===== Data for this task

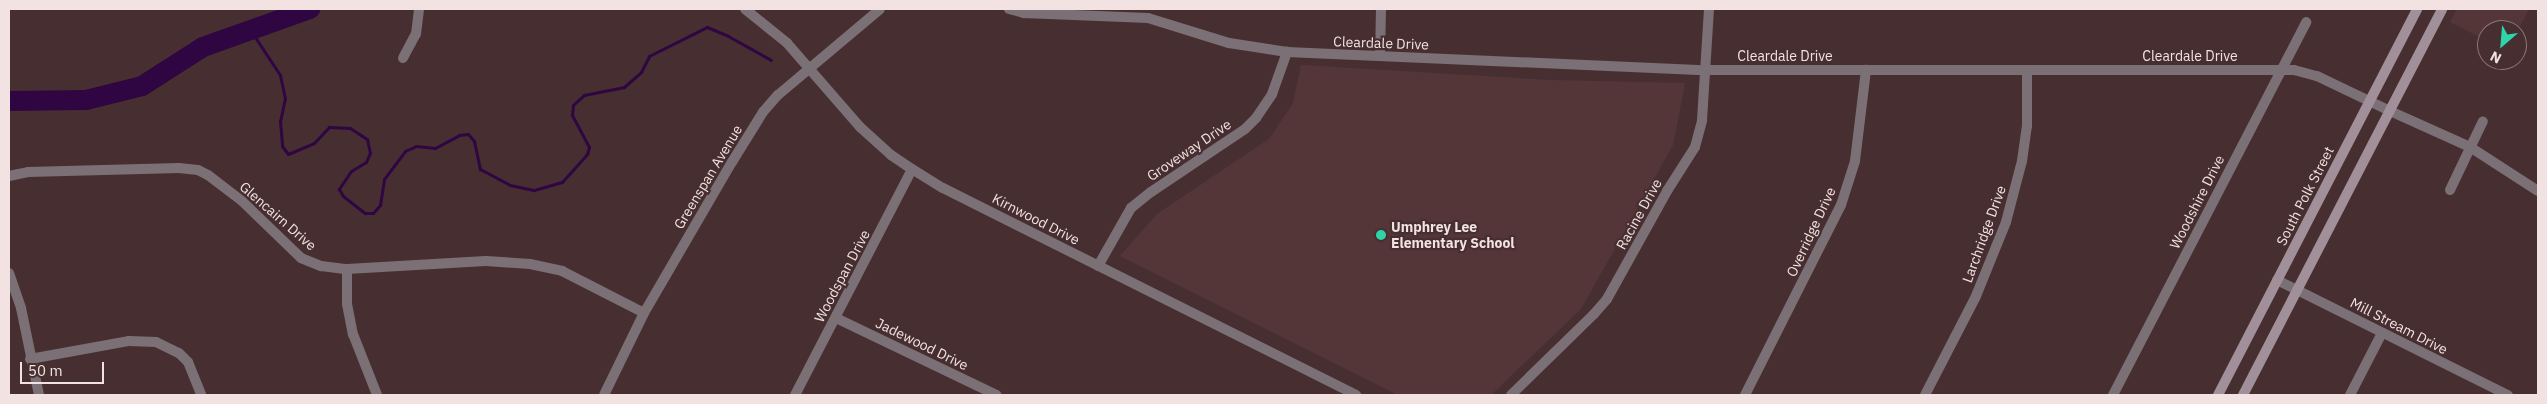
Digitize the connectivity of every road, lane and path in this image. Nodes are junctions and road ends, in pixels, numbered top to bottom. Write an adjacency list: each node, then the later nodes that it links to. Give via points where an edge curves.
1 (419, 9): 12 (street, via 416,34)
2 (745, 9): 13 (street, Kirnwood Drive, via 787,43)
3 (880, 9): 13 (street, Greenspan Avenue)
4 (1009, 9): 10 (street, Cleardale Drive, via 1024,13 1148,18 1229,43)
5 (1381, 9): 11 (street)
6 (1709, 9): 15 (street, Racine Drive)
7 (2417, 9): 18 (main road, South Polk Street)
8 (2442, 9): 19 (main road)
9 (2306, 22): 14 (street, Woodshire Drive)
10 (1287, 52): 11 (street, Cleardale Drive); 26 (street, Groveway Drive, via 1272,94 1256,118 1131,208)
11 (1380, 56): 15 (street, Cleardale Drive)
12 (403, 58)
13 (809, 69): 22 (street, Kirnwood Drive, via 860,127 890,155); 31 (street, Greenspan Avenue, via 763,112)
14 (2282, 69): 17 (street, Cleardale Drive); 18 (street, Cleardale Drive, via 2317,76); 45 (street, Woodshire Drive)
15 (1704, 70): 16 (street, Cleardale Drive); 42 (street, Racine Drive, via 1702,120 1695,147 1666,191 1618,280 1594,314)
16 (1866, 70): 17 (street, Cleardale Drive); 43 (street, Overridge Drive, via 1855,161 1841,205)
17 (2027, 70): 44 (street, Larchridge Drive, via 2027,126 2010,206 1976,296)
18 (2370, 101): 19 (street, Cleardale Drive); 29 (main road, South Polk Street)
19 (2390, 111): 21 (street, Cleardale Drive); 30 (main road)
20 (2483, 121): 21 (street)
21 (2470, 148): 24 (street); 25 (street, Cleardale Drive)
22 (912, 169): 26 (street, Kirnwood Drive, via 942,188); 32 (street, Woodspan Drive)
23 (9, 176): 27 (street, Glencairn Drive, via 28,172 198,170 242,201 301,258 329,268)
24 (2450, 190)
25 (2538, 191)
26 (1098, 266): 41 (street, Kirnwood Drive)
27 (346, 269): 31 (street, Glencairn Drive, via 486,261 530,264 562,271); 37 (street, via 347,304 353,334)
28 (9, 272): 34 (street, via 21,308)
29 (2278, 280): 30 (street, Mill Stream Drive); 46 (main road, South Polk Street)
30 (2298, 290): 33 (street, Mill Stream Drive); 47 (main road)
31 (644, 313): 38 (street, Greenspan Avenue)
32 (836, 318): 39 (street, Woodspan Drive); 40 (street, Jadewood Drive)
33 (2382, 333): 48 (street); 49 (street, Mill Stream Drive)
34 (30, 359): 35 (street); 36 (street, via 129,341 156,342 179,353 188,362)
35 (39, 395)
36 (201, 395)
37 (377, 395)
38 (604, 395)
39 (795, 395)
40 (997, 395)
41 (1356, 395)
42 (1511, 395)
43 (1745, 395)
44 (1925, 395)
45 (2113, 395)
46 (2218, 395)
47 (2243, 395)
48 (2350, 395)
49 (2508, 395)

==========

*What you are asked to do*
The reply must match the records exactly, apart from the pictures, which are left out.

*Result*
Digitize the connectivity of every road, lane and path in this image. Nodes are junctions and road ends, in pixels, numbered top to bottom. Write an adjacency list: each node, then the later nodes that it links to. Give via points where an edge curves.
1 (419, 9): 12 (street, via 416,34)
2 (745, 9): 13 (street, Kirnwood Drive, via 787,43)
3 (880, 9): 13 (street, Greenspan Avenue)
4 (1009, 9): 10 (street, Cleardale Drive, via 1024,13 1148,18 1229,43)
5 (1381, 9): 11 (street)
6 (1709, 9): 15 (street, Racine Drive)
7 (2417, 9): 18 (main road, South Polk Street)
8 (2442, 9): 19 (main road)
9 (2306, 22): 14 (street, Woodshire Drive)
10 (1287, 52): 11 (street, Cleardale Drive); 26 (street, Groveway Drive, via 1272,94 1256,118 1131,208)
11 (1380, 56): 15 (street, Cleardale Drive)
12 (403, 58)
13 (809, 69): 22 (street, Kirnwood Drive, via 860,127 890,155); 31 (street, Greenspan Avenue, via 763,112)
14 (2282, 69): 17 (street, Cleardale Drive); 18 (street, Cleardale Drive, via 2317,76); 45 (street, Woodshire Drive)
15 (1704, 70): 16 (street, Cleardale Drive); 42 (street, Racine Drive, via 1702,120 1695,147 1666,191 1618,280 1594,314)
16 (1866, 70): 17 (street, Cleardale Drive); 43 (street, Overridge Drive, via 1855,161 1841,205)
17 (2027, 70): 44 (street, Larchridge Drive, via 2027,126 2010,206 1976,296)
18 (2370, 101): 19 (street, Cleardale Drive); 29 (main road, South Polk Street)
19 (2390, 111): 21 (street, Cleardale Drive); 30 (main road)
20 (2483, 121): 21 (street)
21 (2470, 148): 24 (street); 25 (street, Cleardale Drive)
22 (912, 169): 26 (street, Kirnwood Drive, via 942,188); 32 (street, Woodspan Drive)
23 (9, 176): 27 (street, Glencairn Drive, via 28,172 198,170 242,201 301,258 329,268)
24 (2450, 190)
25 (2538, 191)
26 (1098, 266): 41 (street, Kirnwood Drive)
27 (346, 269): 31 (street, Glencairn Drive, via 486,261 530,264 562,271); 37 (street, via 347,304 353,334)
28 (9, 272): 34 (street, via 21,308)
29 (2278, 280): 30 (street, Mill Stream Drive); 46 (main road, South Polk Street)
30 (2298, 290): 33 (street, Mill Stream Drive); 47 (main road)
31 (644, 313): 38 (street, Greenspan Avenue)
32 (836, 318): 39 (street, Woodspan Drive); 40 (street, Jadewood Drive)
33 (2382, 333): 48 (street); 49 (street, Mill Stream Drive)
34 (30, 359): 35 (street); 36 (street, via 129,341 156,342 179,353 188,362)
35 (39, 395)
36 (201, 395)
37 (377, 395)
38 (604, 395)
39 (795, 395)
40 (997, 395)
41 (1356, 395)
42 (1511, 395)
43 (1745, 395)
44 (1925, 395)
45 (2113, 395)
46 (2218, 395)
47 (2243, 395)
48 (2350, 395)
49 (2508, 395)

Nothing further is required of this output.